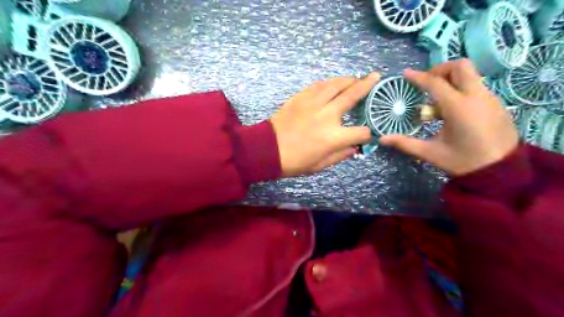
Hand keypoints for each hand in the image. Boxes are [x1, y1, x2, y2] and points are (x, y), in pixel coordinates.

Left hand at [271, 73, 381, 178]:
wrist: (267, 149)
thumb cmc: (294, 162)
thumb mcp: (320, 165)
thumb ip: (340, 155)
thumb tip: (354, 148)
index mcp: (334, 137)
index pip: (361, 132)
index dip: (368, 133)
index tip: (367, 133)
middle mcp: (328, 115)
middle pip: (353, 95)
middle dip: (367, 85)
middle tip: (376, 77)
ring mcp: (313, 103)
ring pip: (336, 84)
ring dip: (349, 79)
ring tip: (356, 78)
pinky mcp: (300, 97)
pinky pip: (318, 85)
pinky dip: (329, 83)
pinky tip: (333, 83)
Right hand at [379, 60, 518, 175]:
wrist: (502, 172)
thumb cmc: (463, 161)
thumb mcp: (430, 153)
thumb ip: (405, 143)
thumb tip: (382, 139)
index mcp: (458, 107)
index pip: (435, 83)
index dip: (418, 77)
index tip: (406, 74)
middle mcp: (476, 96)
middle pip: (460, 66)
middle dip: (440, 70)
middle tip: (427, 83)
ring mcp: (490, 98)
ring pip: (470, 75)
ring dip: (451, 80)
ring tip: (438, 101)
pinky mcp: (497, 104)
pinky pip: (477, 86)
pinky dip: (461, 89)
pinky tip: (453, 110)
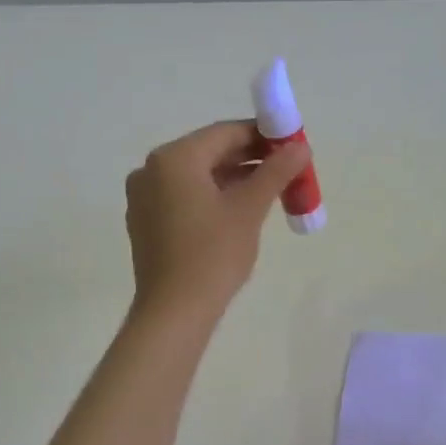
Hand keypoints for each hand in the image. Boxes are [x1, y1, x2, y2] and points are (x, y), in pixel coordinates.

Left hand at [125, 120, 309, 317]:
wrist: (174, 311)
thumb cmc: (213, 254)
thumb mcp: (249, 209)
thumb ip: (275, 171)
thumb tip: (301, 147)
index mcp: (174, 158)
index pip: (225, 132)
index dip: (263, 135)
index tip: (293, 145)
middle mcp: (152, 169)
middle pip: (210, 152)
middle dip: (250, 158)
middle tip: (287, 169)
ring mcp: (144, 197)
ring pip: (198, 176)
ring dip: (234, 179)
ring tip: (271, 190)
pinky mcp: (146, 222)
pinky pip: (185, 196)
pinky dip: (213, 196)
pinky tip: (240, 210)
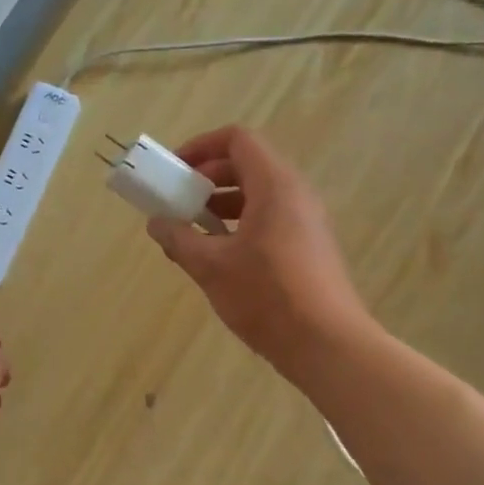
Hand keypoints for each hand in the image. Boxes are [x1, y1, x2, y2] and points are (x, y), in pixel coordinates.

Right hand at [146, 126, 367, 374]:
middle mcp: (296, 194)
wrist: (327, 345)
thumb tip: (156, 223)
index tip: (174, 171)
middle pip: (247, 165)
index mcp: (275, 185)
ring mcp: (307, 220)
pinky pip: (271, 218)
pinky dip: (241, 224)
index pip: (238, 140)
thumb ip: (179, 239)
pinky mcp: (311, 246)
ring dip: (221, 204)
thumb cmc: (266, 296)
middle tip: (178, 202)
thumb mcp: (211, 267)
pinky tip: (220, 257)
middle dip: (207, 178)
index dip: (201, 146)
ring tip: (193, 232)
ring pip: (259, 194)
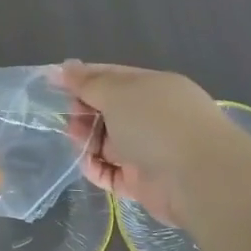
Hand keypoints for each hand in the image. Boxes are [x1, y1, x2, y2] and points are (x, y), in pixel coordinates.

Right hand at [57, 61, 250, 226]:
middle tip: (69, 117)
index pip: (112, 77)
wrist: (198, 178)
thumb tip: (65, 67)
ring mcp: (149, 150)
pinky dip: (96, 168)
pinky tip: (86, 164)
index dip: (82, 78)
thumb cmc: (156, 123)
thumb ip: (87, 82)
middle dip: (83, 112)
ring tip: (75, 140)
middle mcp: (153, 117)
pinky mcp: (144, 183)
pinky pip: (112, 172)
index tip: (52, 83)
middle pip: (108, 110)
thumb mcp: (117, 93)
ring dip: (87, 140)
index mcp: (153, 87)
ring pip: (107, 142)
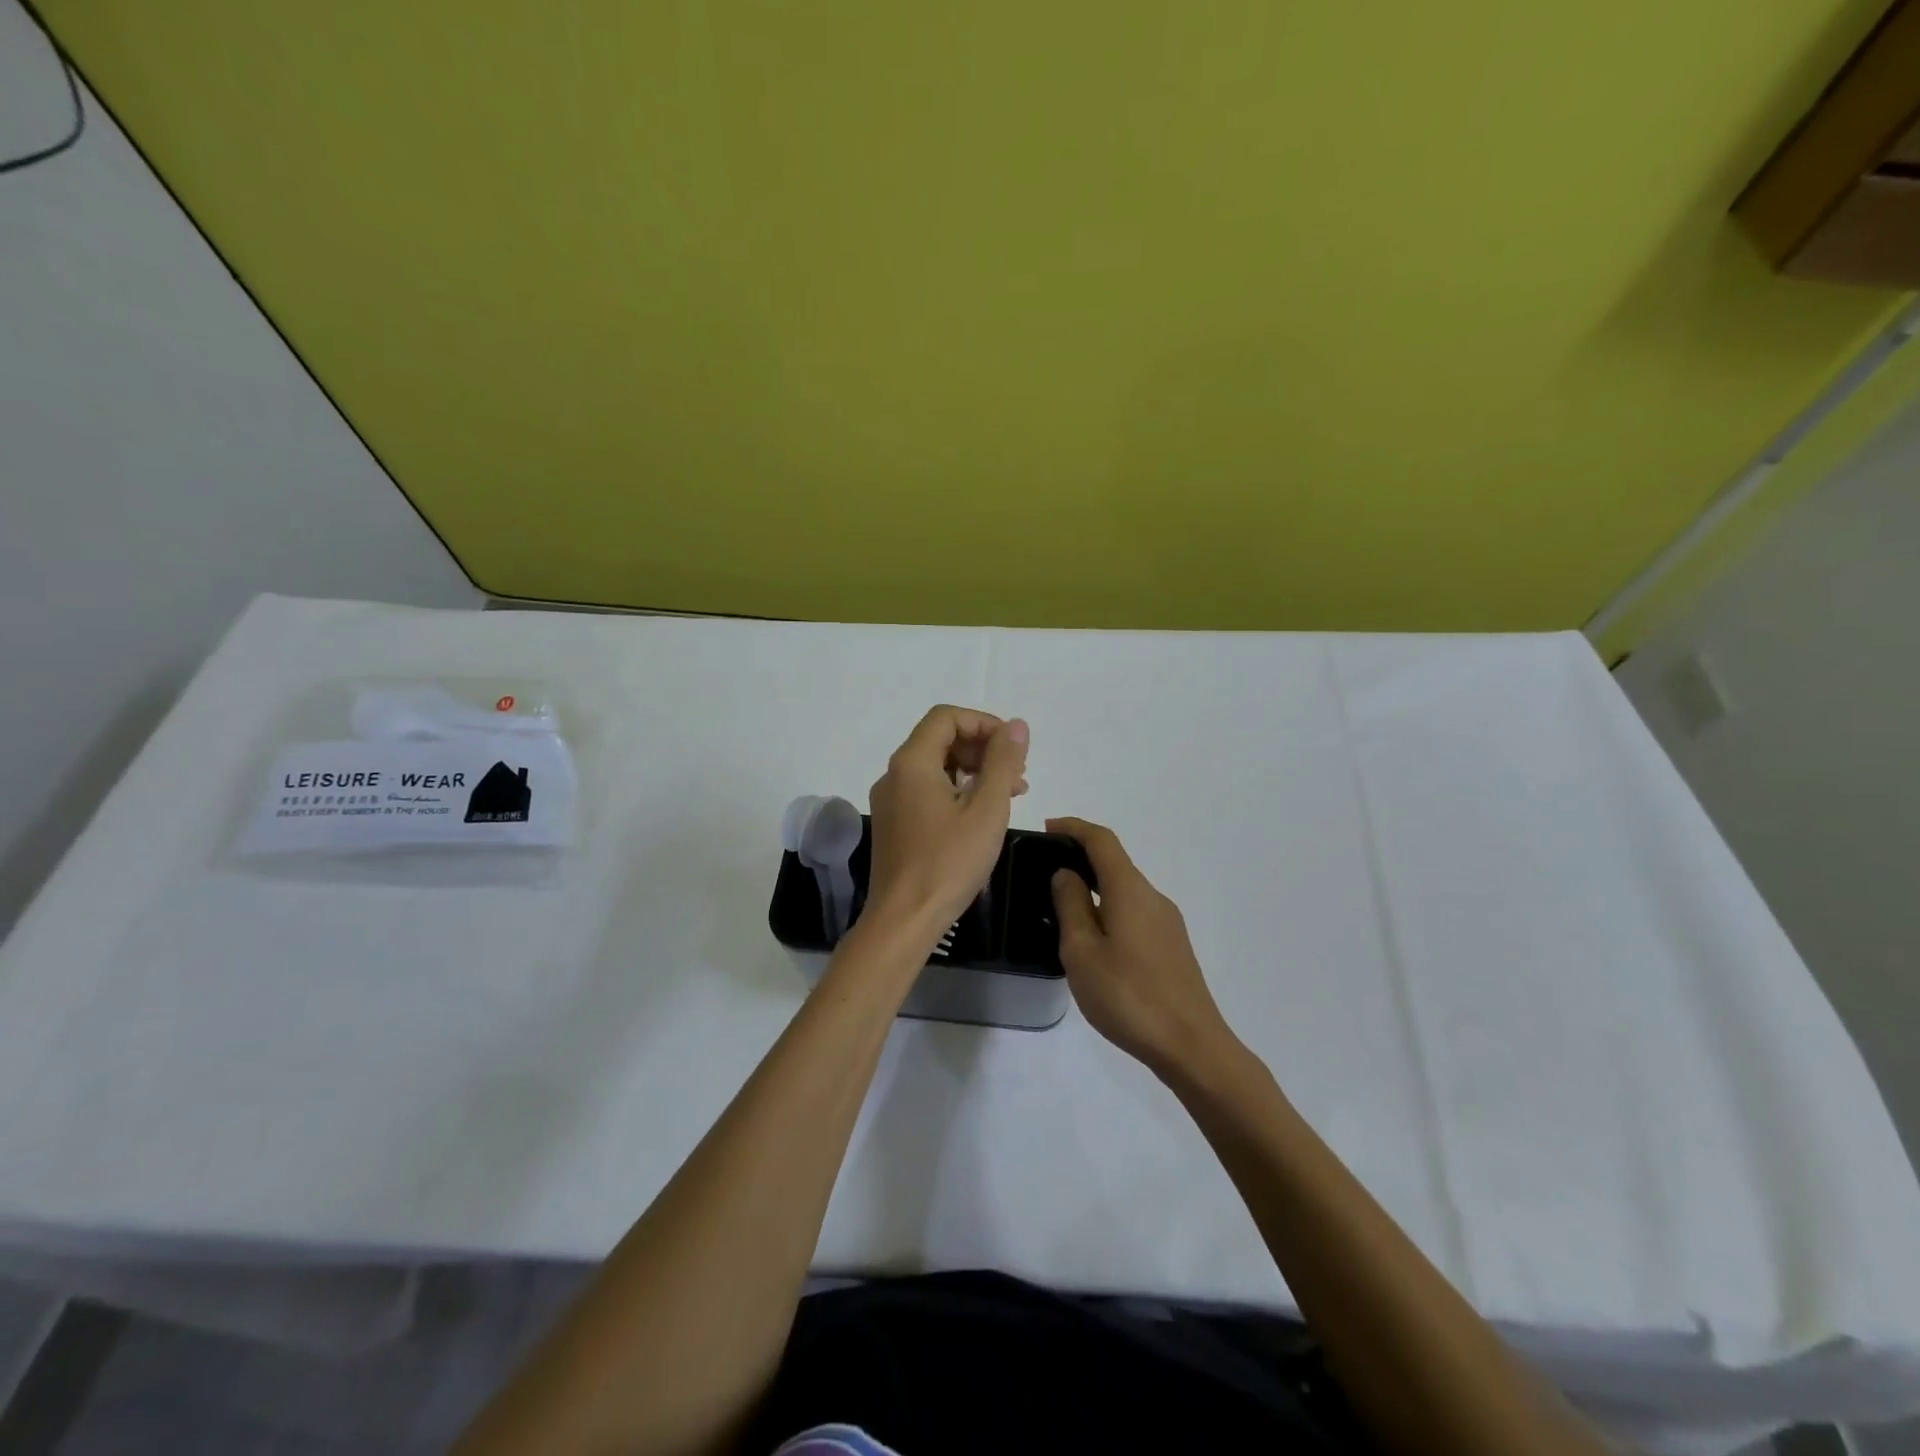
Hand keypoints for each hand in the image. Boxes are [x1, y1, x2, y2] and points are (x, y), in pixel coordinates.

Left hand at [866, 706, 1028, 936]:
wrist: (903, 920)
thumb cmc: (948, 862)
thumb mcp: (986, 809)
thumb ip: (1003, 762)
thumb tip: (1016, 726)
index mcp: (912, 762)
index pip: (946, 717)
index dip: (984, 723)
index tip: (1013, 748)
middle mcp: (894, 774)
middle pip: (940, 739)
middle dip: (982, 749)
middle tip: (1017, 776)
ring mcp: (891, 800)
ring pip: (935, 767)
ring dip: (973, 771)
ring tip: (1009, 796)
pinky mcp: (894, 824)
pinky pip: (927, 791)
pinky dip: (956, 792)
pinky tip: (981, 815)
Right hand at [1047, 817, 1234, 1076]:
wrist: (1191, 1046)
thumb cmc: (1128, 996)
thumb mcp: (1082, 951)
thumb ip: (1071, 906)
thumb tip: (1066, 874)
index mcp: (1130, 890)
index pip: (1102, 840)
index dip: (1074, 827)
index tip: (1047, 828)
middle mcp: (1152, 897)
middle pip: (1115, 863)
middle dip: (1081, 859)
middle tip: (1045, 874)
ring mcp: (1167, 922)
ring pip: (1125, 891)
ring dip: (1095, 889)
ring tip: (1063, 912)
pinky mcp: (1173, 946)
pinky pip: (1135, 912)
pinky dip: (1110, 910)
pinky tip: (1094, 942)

---

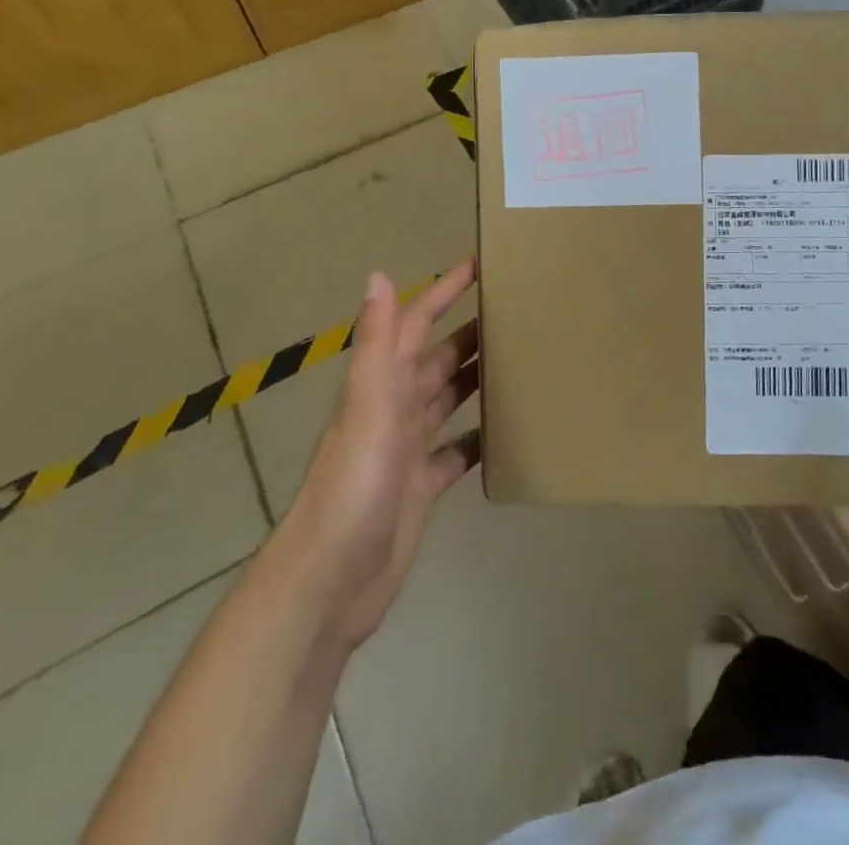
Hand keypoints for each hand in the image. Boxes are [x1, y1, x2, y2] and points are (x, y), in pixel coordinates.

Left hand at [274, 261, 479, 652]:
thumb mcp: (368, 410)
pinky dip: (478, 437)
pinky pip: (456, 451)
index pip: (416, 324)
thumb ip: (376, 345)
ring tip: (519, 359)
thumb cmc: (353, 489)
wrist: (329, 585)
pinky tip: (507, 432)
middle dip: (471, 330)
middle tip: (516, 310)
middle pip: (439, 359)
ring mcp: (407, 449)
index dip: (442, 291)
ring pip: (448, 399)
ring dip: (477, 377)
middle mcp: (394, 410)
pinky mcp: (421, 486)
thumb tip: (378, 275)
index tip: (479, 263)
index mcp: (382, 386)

Exercise: Your reply must be one number: how many lines of the material hold the string "Right".

Written response: 4